Records contained in a dataset:
----------------------------------------

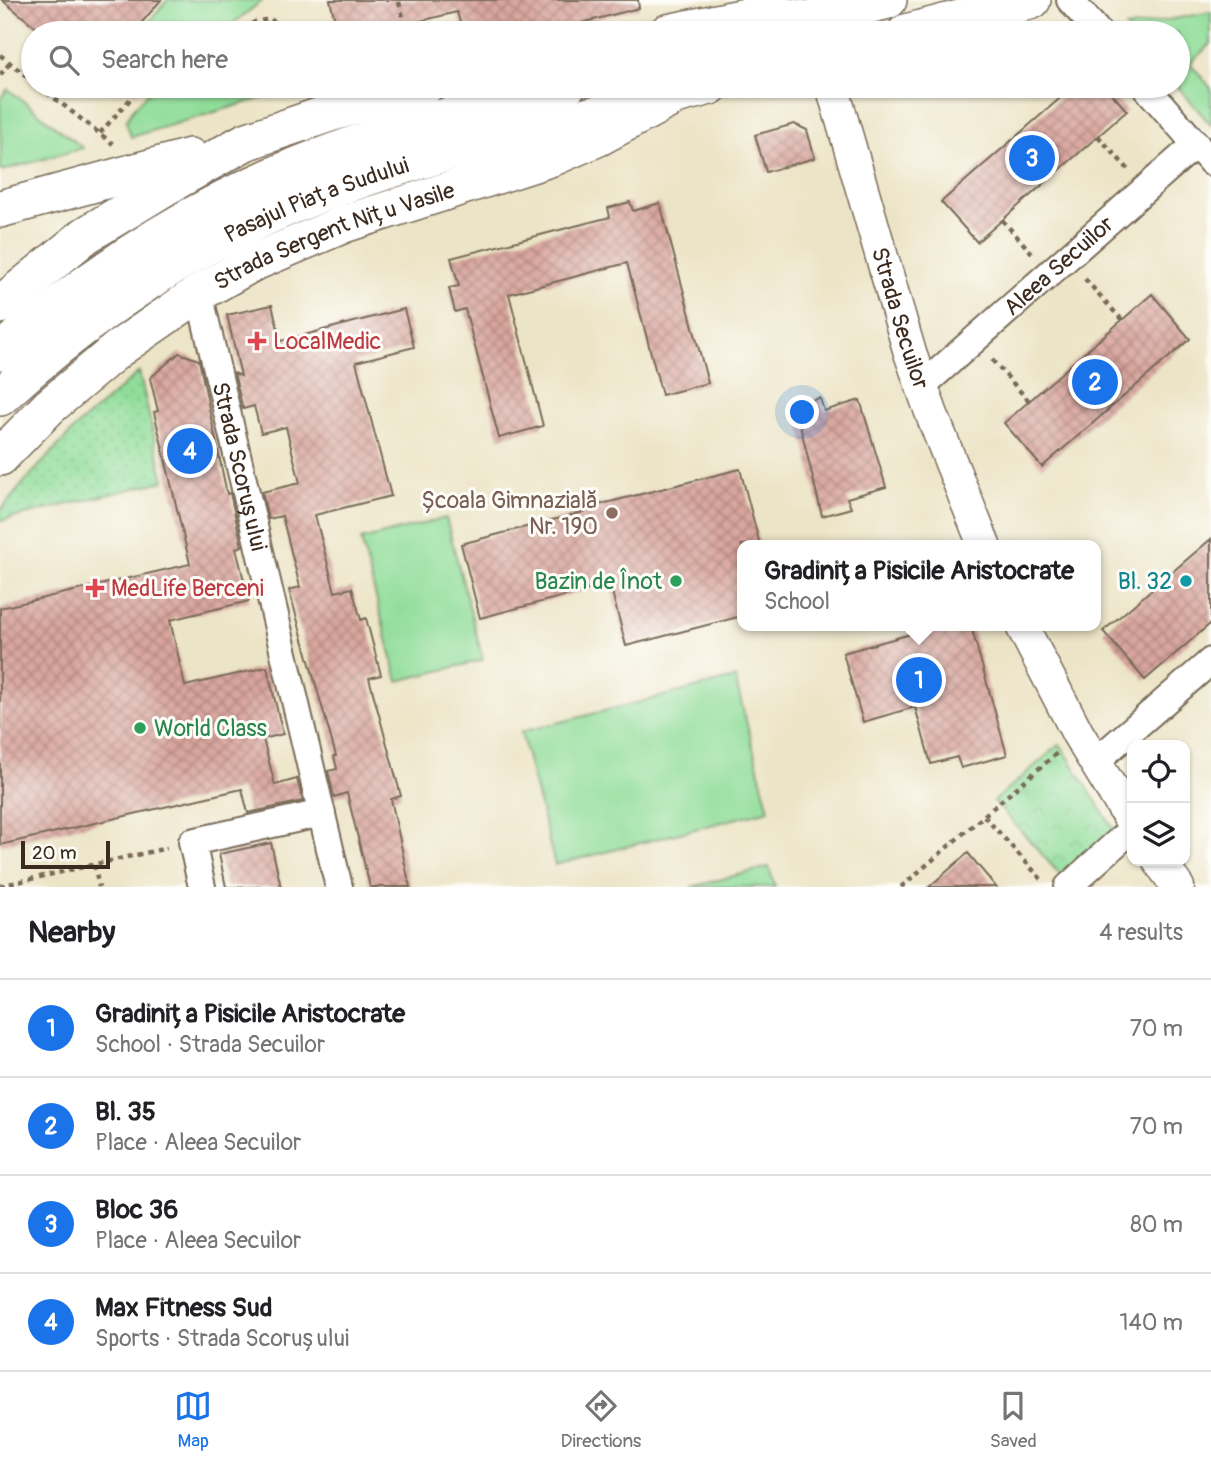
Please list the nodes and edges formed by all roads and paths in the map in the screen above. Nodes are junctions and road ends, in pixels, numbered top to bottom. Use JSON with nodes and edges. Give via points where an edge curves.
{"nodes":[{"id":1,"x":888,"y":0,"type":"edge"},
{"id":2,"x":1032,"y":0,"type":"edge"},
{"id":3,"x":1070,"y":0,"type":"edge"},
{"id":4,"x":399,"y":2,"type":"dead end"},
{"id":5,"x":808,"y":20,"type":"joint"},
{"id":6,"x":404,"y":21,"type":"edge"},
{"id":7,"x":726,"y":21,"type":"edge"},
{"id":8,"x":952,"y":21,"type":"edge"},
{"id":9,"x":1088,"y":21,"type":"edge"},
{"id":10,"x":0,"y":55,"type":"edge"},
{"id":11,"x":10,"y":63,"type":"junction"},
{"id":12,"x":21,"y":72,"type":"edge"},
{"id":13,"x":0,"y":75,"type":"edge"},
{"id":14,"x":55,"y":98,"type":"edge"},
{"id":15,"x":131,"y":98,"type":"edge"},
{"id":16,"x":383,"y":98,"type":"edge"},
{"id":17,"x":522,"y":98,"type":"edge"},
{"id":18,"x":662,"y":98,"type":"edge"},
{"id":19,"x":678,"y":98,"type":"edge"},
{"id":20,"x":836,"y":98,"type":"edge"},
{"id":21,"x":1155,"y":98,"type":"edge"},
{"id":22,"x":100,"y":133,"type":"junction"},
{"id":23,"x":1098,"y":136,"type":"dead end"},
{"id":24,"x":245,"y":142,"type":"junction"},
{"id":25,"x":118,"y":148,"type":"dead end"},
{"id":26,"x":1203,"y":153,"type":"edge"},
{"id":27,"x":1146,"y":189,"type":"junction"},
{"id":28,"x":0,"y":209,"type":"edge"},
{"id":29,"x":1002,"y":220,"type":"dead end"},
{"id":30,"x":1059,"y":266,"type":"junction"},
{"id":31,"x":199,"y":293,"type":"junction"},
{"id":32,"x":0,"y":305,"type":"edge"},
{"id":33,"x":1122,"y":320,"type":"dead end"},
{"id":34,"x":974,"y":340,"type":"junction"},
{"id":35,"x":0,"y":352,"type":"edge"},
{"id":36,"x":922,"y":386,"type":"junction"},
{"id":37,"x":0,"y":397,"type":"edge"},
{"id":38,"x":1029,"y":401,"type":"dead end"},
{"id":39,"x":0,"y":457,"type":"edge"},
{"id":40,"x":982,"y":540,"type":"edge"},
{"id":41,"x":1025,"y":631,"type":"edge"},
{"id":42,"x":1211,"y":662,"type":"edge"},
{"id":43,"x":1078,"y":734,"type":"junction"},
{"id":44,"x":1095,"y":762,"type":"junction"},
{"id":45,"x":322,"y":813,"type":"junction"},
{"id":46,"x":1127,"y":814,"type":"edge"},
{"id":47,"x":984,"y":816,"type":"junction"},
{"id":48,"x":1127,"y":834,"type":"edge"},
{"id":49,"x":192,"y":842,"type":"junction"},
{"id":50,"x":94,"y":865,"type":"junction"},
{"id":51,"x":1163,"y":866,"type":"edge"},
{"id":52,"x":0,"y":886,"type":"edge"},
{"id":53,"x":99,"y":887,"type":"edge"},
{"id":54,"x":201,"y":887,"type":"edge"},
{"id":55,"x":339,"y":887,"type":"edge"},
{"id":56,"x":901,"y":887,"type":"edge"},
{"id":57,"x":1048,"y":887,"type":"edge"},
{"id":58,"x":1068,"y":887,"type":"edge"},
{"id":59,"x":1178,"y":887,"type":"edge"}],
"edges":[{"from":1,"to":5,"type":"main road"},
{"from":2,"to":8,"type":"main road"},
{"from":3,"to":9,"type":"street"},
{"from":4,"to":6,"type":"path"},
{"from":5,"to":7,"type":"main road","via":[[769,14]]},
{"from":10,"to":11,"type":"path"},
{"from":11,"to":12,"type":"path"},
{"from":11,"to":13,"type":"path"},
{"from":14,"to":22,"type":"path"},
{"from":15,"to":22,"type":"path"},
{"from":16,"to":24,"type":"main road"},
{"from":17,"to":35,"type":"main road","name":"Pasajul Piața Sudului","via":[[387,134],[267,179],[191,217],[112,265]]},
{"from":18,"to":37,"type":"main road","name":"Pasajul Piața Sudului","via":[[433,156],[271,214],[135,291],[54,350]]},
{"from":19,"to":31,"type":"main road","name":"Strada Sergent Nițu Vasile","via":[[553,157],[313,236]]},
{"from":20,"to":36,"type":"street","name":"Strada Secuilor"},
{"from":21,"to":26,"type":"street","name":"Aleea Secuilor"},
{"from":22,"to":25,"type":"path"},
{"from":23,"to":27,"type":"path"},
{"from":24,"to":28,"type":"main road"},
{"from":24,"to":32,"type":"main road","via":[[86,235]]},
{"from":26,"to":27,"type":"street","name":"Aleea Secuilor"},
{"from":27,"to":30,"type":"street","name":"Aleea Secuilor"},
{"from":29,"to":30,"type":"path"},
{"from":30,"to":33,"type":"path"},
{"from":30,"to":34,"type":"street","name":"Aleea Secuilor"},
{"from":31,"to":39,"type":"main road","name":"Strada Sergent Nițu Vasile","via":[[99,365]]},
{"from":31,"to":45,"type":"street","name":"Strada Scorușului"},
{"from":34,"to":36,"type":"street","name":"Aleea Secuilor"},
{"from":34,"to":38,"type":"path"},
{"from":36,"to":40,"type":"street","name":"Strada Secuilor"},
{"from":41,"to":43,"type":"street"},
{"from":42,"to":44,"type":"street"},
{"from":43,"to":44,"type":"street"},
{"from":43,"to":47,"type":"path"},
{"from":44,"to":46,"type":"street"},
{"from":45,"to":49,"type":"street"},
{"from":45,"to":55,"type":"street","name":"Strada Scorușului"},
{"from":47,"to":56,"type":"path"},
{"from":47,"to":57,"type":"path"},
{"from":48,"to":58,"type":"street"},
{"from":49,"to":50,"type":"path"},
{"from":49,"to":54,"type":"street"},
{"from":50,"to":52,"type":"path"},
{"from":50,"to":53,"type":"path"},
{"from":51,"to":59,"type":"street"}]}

----------------------------------------

WHAT YOU WILL DO — Your answer should be a single number: the count of lines in these records that hold the string "Pasajul".

SOLUTION BELOW — 2